Tuesday, February 22, 2011

News Story 2 (Edited)

Dance Majors Seek Curriculum Changes from Department

By Emily Katz

February 22, 2011


Keen on further improving their technique, the freshman dance majors at Eugene Lang College submitted requests on the Fall 2010 teacher evaluation forms for the dance department to offer more levels of dance technique classes and for an additional ballet class a week to be added to the curriculum, thereby prompting the potential program changes to be materialized.


“[Classes don’t] have to be [from] nine to five, but we need more technique classes,” Natalie Marrero, a freshman Dance and Education major at Lang, said. She and her fellow classmates voiced their requests for a third ballet class per week on the teacher evaluation forms for Mary Carpenter, the instructor for Ballet Technique 1.


Generally, dance majors take Modern Technique 1 and Ballet Technique 1 in their freshman year and move up to level two for both dance styles respectively in their sophomore year. In their junior year, dancers can take Modern level three but have to repeat Ballet level one or two. By their senior year, dancers have to inevitably repeat courses for both styles of dance.


Bach Mai, a BAFA major and a senior at Lang for a B.A. degree in Arts in Context with a Dance concentration, is currently repeating Ballet Technique 1 with the freshman dance majors. He wishes there were four levels of modern and ballet technique classes so that one’s skills can actually build up. “In an ideal world, we would have more technique classes so our technique can actually improve,” he said, “cause it is not.”


The freshman dance majors at Lang study four and half hours of Modern technique and three hours of Ballet technique per week.


Mary Carpenter, the instructor for Ballet Technique 1, recommends eight hours of ballet technique classes a week for serious dancers. “Students cannot improve at all with just two ballet classes a week. It is just a fact,” she said.


Being a liberal arts college, Lang’s dance program is not a program for professional ballerinas. Liberal arts colleges’ dance programs usually cater to those who wish to pursue academics as well as dance, and thus do not prepare the students for professional careers in dance. Danielle Goldman, the Dance Department coordinator at Lang, said, “We want to train dancers to be able to consider dance in a social and historical context, to gain diverse understandings of the body, and to be able to articulate their artistic choices.”


At Lang, academic and liberal arts classes receive equal weight with the studio dance classes. During the four years of a dance major’s college career, only nine credits of studio technique classes are required. The dancers satisfy the rest of their track requirements by taking Aesthetics, Anatomy and Kinesiology, Improvisation, Choreography, Dance History, and four Integrative Arts courses. Rather than training dancers to replicate existing idioms, the Lang dance program seeks to train dancers to think critically about their art.


The advantage of liberal arts dance programs is that it offers dancers more flexibility to explore other interests, take other liberal arts courses, or even double major. Unlike the dance conservatories in the country that offer Bachelor of Fine Arts degrees, Lang offers its dancers a Bachelor of the Arts degree.
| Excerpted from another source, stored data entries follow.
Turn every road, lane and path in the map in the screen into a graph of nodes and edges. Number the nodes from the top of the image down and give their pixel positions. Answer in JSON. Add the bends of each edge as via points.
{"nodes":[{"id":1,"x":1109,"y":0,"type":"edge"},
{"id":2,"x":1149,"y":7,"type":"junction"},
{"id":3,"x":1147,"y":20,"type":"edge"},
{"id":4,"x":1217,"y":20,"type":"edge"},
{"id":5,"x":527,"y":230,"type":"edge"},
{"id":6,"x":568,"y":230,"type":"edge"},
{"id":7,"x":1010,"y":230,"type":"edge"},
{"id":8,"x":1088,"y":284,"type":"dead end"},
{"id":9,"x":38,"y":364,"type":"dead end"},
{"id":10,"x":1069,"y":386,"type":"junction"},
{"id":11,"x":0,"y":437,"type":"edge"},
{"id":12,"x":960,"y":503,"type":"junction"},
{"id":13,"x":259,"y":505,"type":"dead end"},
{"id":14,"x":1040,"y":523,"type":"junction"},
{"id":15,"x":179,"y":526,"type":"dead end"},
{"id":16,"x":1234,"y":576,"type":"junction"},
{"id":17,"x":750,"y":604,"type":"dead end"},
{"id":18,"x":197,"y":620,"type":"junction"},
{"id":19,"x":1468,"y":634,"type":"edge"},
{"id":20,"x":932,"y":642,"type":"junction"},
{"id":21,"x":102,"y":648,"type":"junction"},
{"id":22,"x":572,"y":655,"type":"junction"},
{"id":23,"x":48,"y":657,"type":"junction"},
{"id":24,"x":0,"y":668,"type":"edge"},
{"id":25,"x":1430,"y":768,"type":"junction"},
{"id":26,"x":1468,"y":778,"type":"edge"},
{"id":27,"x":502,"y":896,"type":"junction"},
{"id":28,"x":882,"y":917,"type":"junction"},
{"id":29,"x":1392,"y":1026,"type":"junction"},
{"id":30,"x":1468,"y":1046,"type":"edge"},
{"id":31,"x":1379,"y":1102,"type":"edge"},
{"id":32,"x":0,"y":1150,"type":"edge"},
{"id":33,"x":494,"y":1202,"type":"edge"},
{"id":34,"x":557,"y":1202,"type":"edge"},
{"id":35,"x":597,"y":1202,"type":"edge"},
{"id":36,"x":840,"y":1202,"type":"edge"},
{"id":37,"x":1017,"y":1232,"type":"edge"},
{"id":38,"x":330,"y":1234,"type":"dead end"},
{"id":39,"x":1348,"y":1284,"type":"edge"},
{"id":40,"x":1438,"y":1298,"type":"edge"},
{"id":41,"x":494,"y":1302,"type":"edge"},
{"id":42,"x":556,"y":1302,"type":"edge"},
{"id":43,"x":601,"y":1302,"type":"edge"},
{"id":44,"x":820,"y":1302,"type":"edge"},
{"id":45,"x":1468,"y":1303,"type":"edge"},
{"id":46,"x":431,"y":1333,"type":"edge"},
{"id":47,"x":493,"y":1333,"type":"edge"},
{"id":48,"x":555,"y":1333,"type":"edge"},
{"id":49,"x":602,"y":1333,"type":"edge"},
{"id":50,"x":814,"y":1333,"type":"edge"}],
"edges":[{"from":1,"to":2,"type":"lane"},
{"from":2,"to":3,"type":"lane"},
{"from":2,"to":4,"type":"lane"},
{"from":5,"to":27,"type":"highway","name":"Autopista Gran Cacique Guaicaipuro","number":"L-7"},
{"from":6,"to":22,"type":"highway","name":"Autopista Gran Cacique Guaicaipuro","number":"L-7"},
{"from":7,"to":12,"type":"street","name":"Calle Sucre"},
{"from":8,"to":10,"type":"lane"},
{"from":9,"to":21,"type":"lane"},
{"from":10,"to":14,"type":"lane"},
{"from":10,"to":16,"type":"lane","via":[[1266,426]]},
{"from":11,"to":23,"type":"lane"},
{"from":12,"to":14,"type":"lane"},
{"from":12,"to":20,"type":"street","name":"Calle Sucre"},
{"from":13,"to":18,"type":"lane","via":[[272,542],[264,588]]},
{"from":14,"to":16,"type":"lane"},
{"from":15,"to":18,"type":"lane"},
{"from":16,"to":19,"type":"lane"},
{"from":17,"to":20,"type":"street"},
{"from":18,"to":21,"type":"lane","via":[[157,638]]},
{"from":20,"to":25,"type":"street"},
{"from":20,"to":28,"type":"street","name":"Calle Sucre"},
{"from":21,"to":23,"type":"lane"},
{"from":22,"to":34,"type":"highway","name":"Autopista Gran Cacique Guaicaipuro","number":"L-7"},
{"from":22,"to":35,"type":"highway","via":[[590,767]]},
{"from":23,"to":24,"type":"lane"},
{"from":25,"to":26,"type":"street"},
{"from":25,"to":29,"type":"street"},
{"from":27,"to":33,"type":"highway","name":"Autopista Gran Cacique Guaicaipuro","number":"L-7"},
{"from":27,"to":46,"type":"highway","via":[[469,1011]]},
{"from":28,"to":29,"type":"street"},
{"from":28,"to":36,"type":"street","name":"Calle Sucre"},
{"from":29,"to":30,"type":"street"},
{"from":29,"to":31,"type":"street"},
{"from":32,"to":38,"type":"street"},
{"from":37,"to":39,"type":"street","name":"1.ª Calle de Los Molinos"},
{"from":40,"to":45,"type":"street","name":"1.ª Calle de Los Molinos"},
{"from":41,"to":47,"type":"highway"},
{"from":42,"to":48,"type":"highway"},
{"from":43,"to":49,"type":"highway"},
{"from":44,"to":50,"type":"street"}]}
However, dance majors at Lang do not earn a bachelor’s degree in dance; rather they graduate with a B.A. in the Arts, with a Concentration in Dance.


When asked about the role that technique classes should play in a liberal arts dance program, Ms. Carpenter said, “I don’t think students should be in [technique] classes every minute, but if we are calling ourselves a dance program, technique classes need to have their due.”


The dance department is only allowed to offer thirteen courses a semester under the course master code LDAN. According to Ms. Goldman, the department is currently going through some changes, and there have been conversations between the dance department and Simonetta Moro, the Chair of the Arts. There has been talk about adding a third ballet class to the Fall 2011 curriculum for Ballet Technique courses. Ms. Goldman also alluded to a possible gathering of the dancers and the dance faculty sometime this semester. She sees the dance family get-together as an opportunity for all the students and faculty to get to know each other even better and to exchange ideas on how to improve the dance department.